名雪「まさか・・・『主権は、私水瀬秋子に存する』なんて言い出すつもりじゃないよね?」

秋子「・・・・・・・・。」

祐一「そうなんだな・・・。」

名雪「な、なに言い出すんだよ!おかあさん、ダメだよそんなの、Kanonファンは認めても、他のみんなが黙ってないよ、石原慎太郎よりたち悪いよ!」

秋子「まあ。それは嫌ね。」

名雪「全く、どうなっちゃってるんだよ・・・どうしてこんなに、にわか改憲派が多いんだよ・・・わたしどうしたらいいかわからないよ。」

香里「不景気でみんな感傷的になってるから。老人の戯言に流されやすくなってるのよ。」

祐一「あ、香里、朗読以外のせりふしゃべりやがった!」

香里「いけないの?!」

「でも、30代男性は昔から改憲派が多いですよ?」

香里「30代なんてあたしから見れば老人よ。」

祐一「俺から見れば、香里は30代だな。」

香里「なんですってえ!」

名雪「ふふふ祐一、おしおき追加、だよ。香里も一緒にやるよね?」

祐一「だから何で名雪が加わってるんだよ」

名雪「憲法の精神を守るためにわたしたちは戦うんだよ。その手始めが祐一へのおしおきなんだよ。団結だよ。連帯だよ。革命の闘志が燃え上がるよ。」

祐一「俺、憲法改正しようなんて一言も言ってないのに〜!」

名雪「始めるよ。」

佐祐理「あ、名雪さん。テープ、・・・どうします? ずっと回ってましたけど。」

名雪「うん、巻き戻してマシリトに渡してよ。」

佐祐理「ふえ・・・本気でこれ・・・渡すんですかあ?」

名雪「これを聞けば、9条改正とか靖国参拝とかいう考えはきっと捨てるよ。郵政民営化に全力を注ぐようになるよ。日本の夜明けは近いよ。ペンギン村に朝が来るよ。」

佐祐理「わかりました、名雪さんがそう言うなら・・・」
 
 
 
 
 
 
 
 
 
 
 
 

タナカ「首相、女子高生からテープが届いたそうだけど?」

コイズミ「ああ、聞いたよ。

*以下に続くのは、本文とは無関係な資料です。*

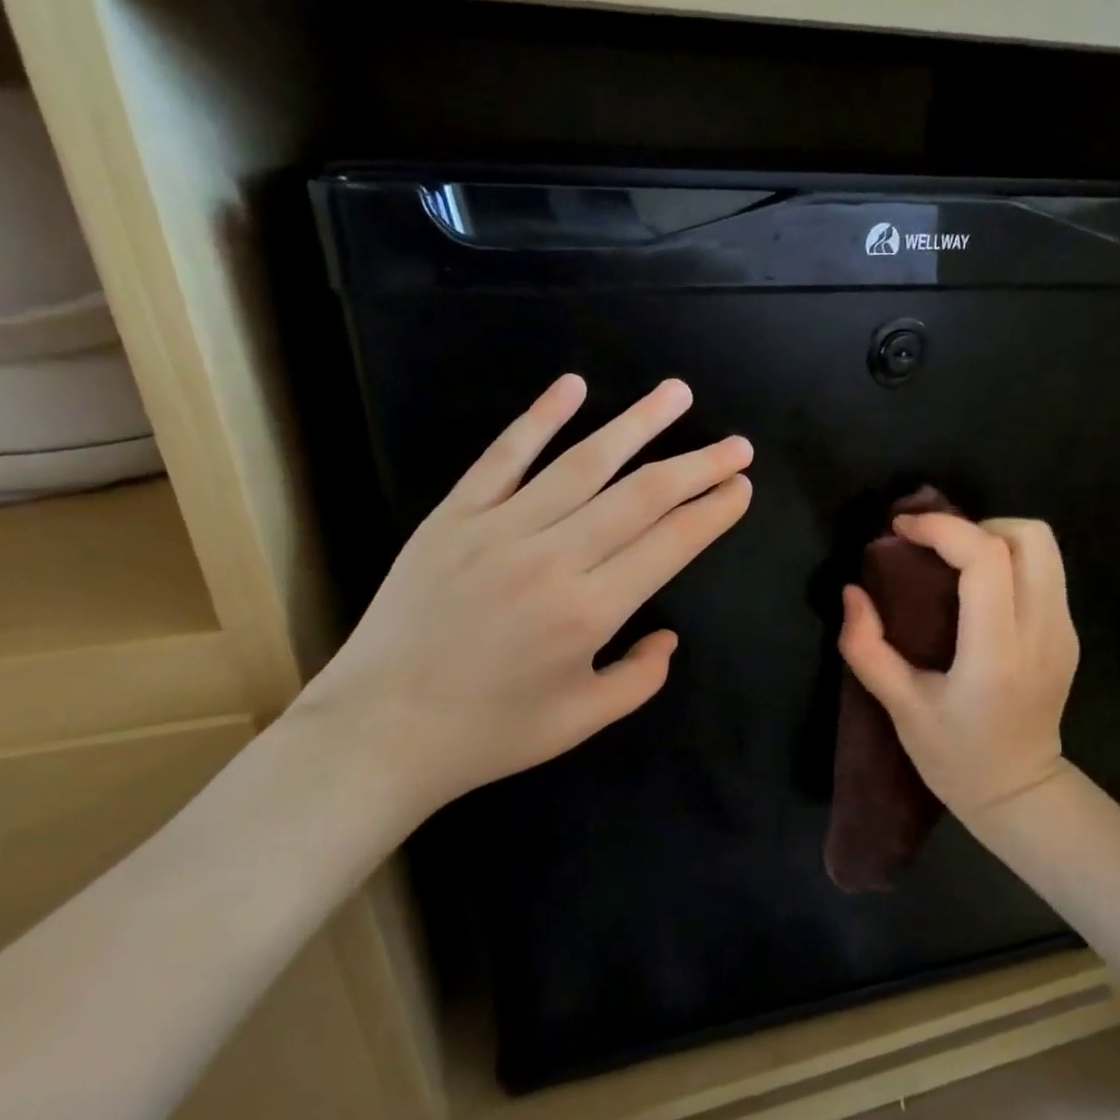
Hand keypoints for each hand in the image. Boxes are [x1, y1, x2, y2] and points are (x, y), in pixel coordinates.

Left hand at [292, 375, 752, 821]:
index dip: (714, 511)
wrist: (378, 731)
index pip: (672, 543)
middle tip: (737, 444)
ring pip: (584, 462)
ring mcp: (500, 529)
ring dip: (638, 423)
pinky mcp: (454, 516)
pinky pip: (504, 456)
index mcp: (590, 611)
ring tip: (677, 394)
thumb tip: (668, 636)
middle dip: (698, 465)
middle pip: (642, 494)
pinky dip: (540, 417)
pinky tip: (574, 386)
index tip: (742, 486)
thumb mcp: (582, 721)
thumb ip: (640, 678)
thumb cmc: (488, 734)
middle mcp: (554, 558)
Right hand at [838, 514, 1078, 821]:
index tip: (902, 530)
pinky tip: (978, 592)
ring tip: (956, 564)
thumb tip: (852, 592)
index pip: (985, 559)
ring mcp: (1063, 631)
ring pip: (1045, 548)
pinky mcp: (1068, 634)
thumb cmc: (954, 756)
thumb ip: (866, 648)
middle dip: (976, 526)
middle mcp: (1041, 632)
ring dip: (996, 539)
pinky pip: (1045, 572)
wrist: (1019, 792)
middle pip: (1030, 537)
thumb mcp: (900, 707)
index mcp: (996, 653)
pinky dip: (1009, 562)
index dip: (942, 529)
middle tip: (937, 549)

」

タナカ「どういう内容だったの?」

コイズミ「いや、よくわからなかった。」

タナカ「あ、そう。」

コイズミ「しかし、改めてわかったよ。この国を一刻も早く建て直さないと、なんだかとんでもないことになるということが」

タナカ「ふーん」
 
 
 
 
 


あとがき
 

憲法ぐらい読もうぜ、たった103条文なんだからさ。